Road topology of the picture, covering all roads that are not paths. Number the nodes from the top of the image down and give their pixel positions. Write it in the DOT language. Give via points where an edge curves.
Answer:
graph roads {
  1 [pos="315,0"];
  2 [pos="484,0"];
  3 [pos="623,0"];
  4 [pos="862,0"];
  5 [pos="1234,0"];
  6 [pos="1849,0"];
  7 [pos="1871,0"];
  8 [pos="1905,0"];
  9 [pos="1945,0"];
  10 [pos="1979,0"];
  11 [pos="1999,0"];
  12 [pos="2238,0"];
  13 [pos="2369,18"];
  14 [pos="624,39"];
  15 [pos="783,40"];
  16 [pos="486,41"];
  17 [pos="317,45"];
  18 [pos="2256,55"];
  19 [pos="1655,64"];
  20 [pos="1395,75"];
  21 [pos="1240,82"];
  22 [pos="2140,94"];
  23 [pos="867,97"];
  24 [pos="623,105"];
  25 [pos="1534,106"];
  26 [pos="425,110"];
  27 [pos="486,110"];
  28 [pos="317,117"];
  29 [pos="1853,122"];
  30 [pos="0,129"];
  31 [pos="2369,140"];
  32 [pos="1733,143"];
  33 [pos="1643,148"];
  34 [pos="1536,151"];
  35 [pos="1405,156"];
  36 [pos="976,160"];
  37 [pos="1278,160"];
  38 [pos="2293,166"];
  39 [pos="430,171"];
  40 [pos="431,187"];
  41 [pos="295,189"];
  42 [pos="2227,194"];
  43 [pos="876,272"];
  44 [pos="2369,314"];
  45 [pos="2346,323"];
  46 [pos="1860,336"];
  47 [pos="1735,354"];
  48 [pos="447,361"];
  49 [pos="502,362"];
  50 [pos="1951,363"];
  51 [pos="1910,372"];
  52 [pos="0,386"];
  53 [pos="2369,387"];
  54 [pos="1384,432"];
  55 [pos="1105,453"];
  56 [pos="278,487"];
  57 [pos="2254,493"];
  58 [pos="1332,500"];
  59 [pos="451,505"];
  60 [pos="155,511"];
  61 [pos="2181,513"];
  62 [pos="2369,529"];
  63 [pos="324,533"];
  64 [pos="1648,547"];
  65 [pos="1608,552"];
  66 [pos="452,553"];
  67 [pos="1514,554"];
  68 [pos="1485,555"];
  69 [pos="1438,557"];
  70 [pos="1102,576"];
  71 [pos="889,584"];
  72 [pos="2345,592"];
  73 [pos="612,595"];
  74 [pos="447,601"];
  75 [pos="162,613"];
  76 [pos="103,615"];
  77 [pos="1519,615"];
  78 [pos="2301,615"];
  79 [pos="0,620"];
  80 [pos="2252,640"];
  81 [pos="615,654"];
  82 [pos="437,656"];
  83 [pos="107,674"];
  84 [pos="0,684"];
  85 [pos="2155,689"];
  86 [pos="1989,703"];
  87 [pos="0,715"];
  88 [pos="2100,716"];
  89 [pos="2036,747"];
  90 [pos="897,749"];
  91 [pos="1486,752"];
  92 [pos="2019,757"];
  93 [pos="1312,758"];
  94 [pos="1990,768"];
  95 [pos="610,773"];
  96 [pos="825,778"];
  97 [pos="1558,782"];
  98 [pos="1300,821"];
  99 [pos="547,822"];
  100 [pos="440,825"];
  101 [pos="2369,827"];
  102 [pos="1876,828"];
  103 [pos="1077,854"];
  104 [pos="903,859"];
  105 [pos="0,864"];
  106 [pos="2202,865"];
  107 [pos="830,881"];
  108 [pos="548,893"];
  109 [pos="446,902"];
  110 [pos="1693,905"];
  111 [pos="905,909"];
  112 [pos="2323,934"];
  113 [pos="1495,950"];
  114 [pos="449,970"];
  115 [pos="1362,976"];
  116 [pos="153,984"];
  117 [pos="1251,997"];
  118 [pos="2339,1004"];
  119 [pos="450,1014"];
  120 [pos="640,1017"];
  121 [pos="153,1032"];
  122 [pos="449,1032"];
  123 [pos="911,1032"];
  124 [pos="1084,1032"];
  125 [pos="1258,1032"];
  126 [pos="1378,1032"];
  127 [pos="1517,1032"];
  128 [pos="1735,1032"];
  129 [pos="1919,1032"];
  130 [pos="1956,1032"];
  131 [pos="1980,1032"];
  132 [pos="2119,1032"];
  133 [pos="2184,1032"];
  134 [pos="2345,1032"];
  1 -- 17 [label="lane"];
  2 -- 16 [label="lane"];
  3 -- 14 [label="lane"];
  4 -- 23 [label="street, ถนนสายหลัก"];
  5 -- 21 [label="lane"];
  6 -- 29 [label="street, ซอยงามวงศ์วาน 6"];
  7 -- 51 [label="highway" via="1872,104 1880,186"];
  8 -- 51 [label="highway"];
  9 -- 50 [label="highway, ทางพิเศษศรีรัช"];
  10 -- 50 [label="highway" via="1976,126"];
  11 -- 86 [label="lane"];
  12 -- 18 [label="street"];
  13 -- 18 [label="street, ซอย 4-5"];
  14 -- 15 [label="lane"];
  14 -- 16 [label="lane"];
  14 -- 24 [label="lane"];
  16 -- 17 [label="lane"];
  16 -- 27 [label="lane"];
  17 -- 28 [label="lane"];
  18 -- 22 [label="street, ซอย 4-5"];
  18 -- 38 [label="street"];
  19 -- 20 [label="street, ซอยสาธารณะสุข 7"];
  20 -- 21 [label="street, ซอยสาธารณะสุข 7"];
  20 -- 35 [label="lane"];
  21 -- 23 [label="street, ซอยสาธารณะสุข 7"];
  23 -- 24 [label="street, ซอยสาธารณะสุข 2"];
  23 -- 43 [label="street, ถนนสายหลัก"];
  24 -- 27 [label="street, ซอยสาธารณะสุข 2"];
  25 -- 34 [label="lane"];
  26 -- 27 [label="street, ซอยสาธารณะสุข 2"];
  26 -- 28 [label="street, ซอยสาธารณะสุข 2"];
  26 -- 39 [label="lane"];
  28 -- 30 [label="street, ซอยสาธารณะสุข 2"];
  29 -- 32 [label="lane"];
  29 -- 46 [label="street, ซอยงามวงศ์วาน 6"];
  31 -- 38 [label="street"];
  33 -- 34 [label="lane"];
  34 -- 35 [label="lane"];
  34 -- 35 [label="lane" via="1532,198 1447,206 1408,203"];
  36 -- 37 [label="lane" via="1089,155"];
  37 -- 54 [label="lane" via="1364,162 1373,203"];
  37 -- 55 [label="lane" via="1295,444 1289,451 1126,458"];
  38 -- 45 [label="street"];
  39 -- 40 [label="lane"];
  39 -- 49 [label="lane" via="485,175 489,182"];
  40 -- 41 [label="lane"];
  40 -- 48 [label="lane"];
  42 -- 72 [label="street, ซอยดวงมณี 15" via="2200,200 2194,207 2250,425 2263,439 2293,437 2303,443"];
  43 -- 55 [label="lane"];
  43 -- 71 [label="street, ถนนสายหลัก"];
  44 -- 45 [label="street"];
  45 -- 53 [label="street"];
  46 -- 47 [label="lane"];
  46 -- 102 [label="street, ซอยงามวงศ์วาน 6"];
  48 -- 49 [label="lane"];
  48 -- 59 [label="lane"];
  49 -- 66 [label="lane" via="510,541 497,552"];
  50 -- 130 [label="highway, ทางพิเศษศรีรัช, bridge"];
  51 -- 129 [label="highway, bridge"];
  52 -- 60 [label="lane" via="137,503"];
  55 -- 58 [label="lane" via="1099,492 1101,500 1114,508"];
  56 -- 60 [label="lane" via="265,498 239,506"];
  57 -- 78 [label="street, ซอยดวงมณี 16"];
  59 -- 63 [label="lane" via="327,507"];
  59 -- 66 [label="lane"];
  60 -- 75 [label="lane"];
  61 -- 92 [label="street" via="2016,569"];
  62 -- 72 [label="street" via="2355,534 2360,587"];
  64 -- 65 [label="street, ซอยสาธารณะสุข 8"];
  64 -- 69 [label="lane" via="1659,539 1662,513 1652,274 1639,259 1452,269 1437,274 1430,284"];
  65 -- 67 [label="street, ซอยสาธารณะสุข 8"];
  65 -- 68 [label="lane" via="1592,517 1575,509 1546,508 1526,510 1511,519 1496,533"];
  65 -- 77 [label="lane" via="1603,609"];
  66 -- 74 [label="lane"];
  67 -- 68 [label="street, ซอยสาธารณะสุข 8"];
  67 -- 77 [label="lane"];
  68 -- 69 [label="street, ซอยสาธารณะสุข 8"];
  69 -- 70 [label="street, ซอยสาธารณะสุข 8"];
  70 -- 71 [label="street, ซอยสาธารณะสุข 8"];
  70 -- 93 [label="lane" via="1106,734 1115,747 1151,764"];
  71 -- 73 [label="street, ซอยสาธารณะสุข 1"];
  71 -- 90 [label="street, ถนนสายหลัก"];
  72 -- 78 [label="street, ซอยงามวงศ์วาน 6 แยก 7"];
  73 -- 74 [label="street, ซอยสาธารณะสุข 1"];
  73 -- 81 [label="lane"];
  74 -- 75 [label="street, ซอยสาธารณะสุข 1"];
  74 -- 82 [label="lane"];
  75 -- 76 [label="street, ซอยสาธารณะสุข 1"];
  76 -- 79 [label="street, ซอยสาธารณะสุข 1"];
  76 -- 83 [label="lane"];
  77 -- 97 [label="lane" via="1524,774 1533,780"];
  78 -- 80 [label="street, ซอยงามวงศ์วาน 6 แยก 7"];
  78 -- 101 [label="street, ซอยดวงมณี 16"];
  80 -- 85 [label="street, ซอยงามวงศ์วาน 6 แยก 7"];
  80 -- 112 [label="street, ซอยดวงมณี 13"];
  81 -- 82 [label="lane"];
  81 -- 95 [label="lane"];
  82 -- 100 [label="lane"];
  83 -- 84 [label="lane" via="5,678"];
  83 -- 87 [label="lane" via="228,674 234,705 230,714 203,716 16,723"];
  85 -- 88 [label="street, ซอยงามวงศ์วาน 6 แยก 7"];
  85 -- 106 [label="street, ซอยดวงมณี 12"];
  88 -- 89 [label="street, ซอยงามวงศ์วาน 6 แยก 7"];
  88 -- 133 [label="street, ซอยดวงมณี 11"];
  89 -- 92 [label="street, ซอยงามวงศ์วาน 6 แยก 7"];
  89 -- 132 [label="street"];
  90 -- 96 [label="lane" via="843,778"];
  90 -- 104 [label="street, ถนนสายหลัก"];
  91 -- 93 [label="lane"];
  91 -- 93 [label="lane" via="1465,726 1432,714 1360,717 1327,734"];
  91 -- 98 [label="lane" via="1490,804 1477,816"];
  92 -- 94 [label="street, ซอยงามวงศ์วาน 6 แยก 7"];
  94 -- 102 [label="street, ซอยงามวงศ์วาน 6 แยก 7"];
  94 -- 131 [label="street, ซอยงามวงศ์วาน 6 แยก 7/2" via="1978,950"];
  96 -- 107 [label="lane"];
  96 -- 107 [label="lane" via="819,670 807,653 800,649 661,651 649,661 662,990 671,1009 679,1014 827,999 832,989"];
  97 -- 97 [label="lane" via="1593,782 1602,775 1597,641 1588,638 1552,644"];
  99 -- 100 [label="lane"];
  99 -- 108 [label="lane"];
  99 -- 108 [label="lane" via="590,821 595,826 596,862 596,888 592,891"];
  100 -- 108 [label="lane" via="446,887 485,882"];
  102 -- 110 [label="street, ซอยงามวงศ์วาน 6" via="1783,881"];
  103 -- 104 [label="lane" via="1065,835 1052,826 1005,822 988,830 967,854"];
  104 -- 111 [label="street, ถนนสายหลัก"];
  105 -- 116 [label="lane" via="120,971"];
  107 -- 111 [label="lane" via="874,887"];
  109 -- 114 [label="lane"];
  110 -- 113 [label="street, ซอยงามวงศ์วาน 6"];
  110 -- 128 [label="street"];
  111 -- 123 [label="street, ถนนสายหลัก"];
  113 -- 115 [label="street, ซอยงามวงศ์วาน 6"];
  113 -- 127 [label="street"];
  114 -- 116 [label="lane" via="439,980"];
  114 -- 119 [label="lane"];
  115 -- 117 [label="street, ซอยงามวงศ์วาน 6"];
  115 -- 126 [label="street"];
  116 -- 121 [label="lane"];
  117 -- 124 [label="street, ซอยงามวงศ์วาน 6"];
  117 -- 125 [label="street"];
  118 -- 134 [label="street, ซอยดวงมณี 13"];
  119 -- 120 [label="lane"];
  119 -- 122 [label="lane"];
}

##########

> Exercise description: The answer must consist of each line in the entries above that includes "ทางพ".

> Expected answer:
  9 -- 50 [label="highway, ทางพิเศษศรีรัช"];
  50 -- 130 [label="highway, ทางพิเศษศรีรัช, bridge"];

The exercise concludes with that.